──────── Supplied material

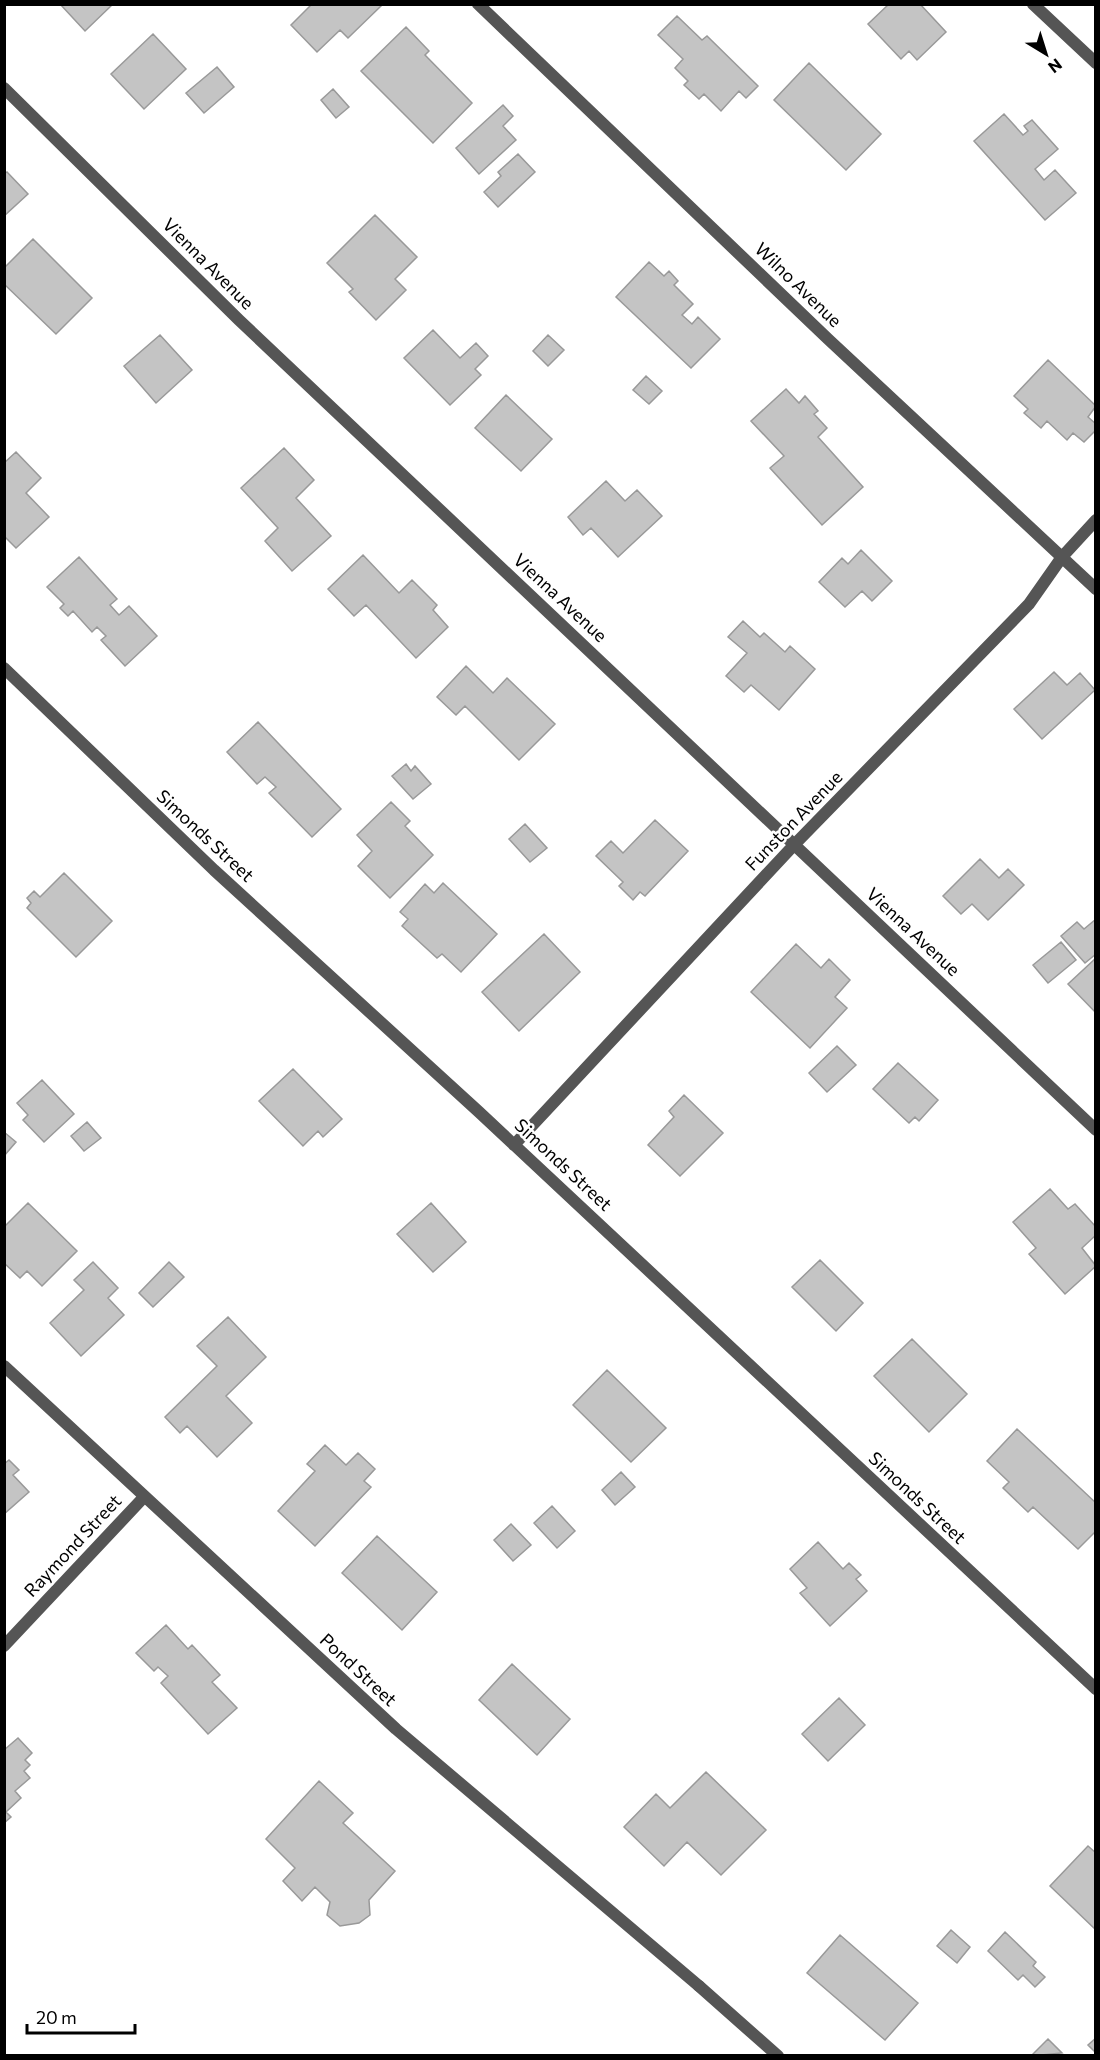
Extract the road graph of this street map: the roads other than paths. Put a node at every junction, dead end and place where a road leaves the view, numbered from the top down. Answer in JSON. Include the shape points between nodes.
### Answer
{"nodes":[{"id":1,"x":478,"y":4,"type":"edge"},
{"id":2,"x":1032,"y":4,"type":"edge"},
{"id":3,"x":1095,"y":63,"type":"edge"},
{"id":4,"x":4,"y":87,"type":"edge"},
{"id":5,"x":1095,"y":520,"type":"edge"},
{"id":6,"x":1062,"y":557,"type":"junction"},
{"id":7,"x":1095,"y":589,"type":"edge"},
{"id":8,"x":4,"y":668,"type":"edge"},
{"id":9,"x":794,"y":845,"type":"junction"},
{"id":10,"x":1095,"y":1130,"type":"edge"},
{"id":11,"x":514,"y":1145,"type":"junction"},
{"id":12,"x":4,"y":1366,"type":"edge"},
{"id":13,"x":144,"y":1497,"type":"junction"},
{"id":14,"x":4,"y":1646,"type":"edge"},
{"id":15,"x":1095,"y":1689,"type":"edge"},
{"id":16,"x":778,"y":2055,"type":"edge"}],
"edges":[{"from":1,"to":6,"type":"street","name":"Wilno Avenue"},
{"from":2,"to":3,"type":"street"},
{"from":4,"to":9,"type":"street","name":"Vienna Avenue","via":[[239,320]]},
{"from":5,"to":6,"type":"street","name":"Funston Avenue"},
{"from":6,"to":7,"type":"street","name":"Wilno Avenue"},
{"from":6,"to":9,"type":"street","name":"Funston Avenue","via":[[1029,604]]},
{"from":8,"to":11,"type":"street","name":"Simonds Street","via":[[214,870]]},
{"from":9,"to":10,"type":"street","name":"Vienna Avenue"},
{"from":9,"to":11,"type":"street","name":"Funston Avenue"},
{"from":11,"to":15,"type":"street","name":"Simonds Street"},
{"from":12,"to":13,"type":"street","name":"Pond Street"},
{"from":13,"to":14,"type":"street","name":"Raymond Street"},
{"from":13,"to":16,"type":"street","name":"Pond Street","via":[[396,1729]]}]}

────────────────

| Problem statement |
Leave the pictures out and output the rest of the data word for word.

| Output of the exercise |
Extract the road graph of this street map: the roads other than paths. Put a node at every junction, dead end and place where a road leaves the view, numbered from the top down. Answer in JSON. Include the shape points between nodes.
### Answer
{"nodes":[{"id":1,"x":478,"y":4,"type":"edge"},
{"id":2,"x":1032,"y":4,"type":"edge"},
{"id":3,"x":1095,"y":63,"type":"edge"},
{"id":4,"x":4,"y":87,"type":"edge"},
{"id":5,"x":1095,"y":520,"type":"edge"},
{"id":6,"x":1062,"y":557,"type":"junction"},
{"id":7,"x":1095,"y":589,"type":"edge"},
{"id":8,"x":4,"y":668,"type":"edge"},
{"id":9,"x":794,"y":845,"type":"junction"},
{"id":10,"x":1095,"y":1130,"type":"edge"},
{"id":11,"x":514,"y":1145,"type":"junction"},
{"id":12,"x":4,"y":1366,"type":"edge"},
{"id":13,"x":144,"y":1497,"type":"junction"},
{"id":14,"x":4,"y":1646,"type":"edge"},
{"id":15,"x":1095,"y":1689,"type":"edge"},
{"id":16,"x":778,"y":2055,"type":"edge"}],
"edges":[{"from":1,"to":6,"type":"street","name":"Wilno Avenue"},
{"from":2,"to":3,"type":"street"},
{"from":4,"to":9,"type":"street","name":"Vienna Avenue","via":[[239,320]]},
{"from":5,"to":6,"type":"street","name":"Funston Avenue"},
{"from":6,"to":7,"type":"street","name":"Wilno Avenue"},
{"from":6,"to":9,"type":"street","name":"Funston Avenue","via":[[1029,604]]},
{"from":8,"to":11,"type":"street","name":"Simonds Street","via":[[214,870]]},
{"from":9,"to":10,"type":"street","name":"Vienna Avenue"},
{"from":9,"to":11,"type":"street","name":"Funston Avenue"},
{"from":11,"to":15,"type":"street","name":"Simonds Street"},
{"from":12,"to":13,"type":"street","name":"Pond Street"},
{"from":13,"to":14,"type":"street","name":"Raymond Street"},
{"from":13,"to":16,"type":"street","name":"Pond Street","via":[[396,1729]]}]}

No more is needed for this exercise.